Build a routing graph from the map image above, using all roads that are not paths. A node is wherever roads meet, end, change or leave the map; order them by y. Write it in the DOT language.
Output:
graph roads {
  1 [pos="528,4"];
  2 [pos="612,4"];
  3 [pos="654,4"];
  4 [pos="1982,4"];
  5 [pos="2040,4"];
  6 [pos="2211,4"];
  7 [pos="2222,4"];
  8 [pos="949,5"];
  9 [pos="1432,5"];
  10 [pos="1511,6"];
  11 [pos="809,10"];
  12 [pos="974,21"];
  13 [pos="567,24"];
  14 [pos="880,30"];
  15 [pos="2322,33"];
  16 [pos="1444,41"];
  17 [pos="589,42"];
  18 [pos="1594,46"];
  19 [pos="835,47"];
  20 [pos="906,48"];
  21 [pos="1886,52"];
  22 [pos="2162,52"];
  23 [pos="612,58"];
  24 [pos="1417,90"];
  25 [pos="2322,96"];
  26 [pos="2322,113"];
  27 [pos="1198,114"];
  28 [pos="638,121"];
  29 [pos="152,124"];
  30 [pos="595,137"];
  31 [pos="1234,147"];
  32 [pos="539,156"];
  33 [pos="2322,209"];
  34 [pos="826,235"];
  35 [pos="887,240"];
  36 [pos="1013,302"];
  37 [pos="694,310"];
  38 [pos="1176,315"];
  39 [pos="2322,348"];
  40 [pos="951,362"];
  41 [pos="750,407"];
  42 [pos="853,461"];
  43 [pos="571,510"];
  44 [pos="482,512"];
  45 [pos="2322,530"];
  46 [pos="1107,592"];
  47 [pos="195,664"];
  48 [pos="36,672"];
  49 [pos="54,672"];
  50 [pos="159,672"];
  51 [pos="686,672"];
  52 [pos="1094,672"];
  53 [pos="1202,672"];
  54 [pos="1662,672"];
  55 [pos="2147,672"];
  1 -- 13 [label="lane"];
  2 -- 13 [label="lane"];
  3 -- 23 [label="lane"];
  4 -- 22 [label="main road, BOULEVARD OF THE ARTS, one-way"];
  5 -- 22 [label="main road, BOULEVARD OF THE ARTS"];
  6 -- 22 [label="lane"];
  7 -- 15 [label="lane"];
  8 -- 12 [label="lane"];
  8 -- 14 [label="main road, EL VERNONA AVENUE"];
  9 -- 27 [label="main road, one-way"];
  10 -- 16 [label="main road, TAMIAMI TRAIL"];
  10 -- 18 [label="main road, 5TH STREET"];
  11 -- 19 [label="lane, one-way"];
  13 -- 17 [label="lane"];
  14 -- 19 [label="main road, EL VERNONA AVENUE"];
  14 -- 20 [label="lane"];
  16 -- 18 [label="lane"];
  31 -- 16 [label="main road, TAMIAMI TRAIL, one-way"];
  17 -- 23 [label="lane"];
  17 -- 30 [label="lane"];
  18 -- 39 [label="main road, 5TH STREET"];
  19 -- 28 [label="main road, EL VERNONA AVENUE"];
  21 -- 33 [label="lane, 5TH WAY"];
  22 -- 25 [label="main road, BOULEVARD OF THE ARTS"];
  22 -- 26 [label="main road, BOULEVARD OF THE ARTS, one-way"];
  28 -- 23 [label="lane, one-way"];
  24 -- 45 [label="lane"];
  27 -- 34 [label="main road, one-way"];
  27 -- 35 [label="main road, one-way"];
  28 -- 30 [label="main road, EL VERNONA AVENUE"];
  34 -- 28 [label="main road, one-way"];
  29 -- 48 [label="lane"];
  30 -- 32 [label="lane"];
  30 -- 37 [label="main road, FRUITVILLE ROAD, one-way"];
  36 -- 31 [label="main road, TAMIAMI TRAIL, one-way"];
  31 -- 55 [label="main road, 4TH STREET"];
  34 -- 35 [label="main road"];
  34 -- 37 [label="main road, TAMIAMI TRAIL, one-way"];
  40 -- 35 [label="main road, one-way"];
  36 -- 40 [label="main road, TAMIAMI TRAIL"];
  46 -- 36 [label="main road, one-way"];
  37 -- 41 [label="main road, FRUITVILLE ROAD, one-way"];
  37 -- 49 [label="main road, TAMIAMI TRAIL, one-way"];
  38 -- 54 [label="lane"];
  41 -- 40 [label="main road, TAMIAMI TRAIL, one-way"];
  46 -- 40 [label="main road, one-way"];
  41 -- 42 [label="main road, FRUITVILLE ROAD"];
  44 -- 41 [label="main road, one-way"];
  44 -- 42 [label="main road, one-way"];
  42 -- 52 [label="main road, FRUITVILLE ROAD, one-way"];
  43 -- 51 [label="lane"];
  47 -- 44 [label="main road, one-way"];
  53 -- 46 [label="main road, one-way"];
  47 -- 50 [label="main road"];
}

**Problem details**
Wherever the string "VERNONA" appears in the data above, report the whole line.

**Solution for this problem**
  8 -- 14 [label="main road, EL VERNONA AVENUE"];
  14 -- 19 [label="main road, EL VERNONA AVENUE"];
  19 -- 28 [label="main road, EL VERNONA AVENUE"];
  28 -- 30 [label="main road, EL VERNONA AVENUE"];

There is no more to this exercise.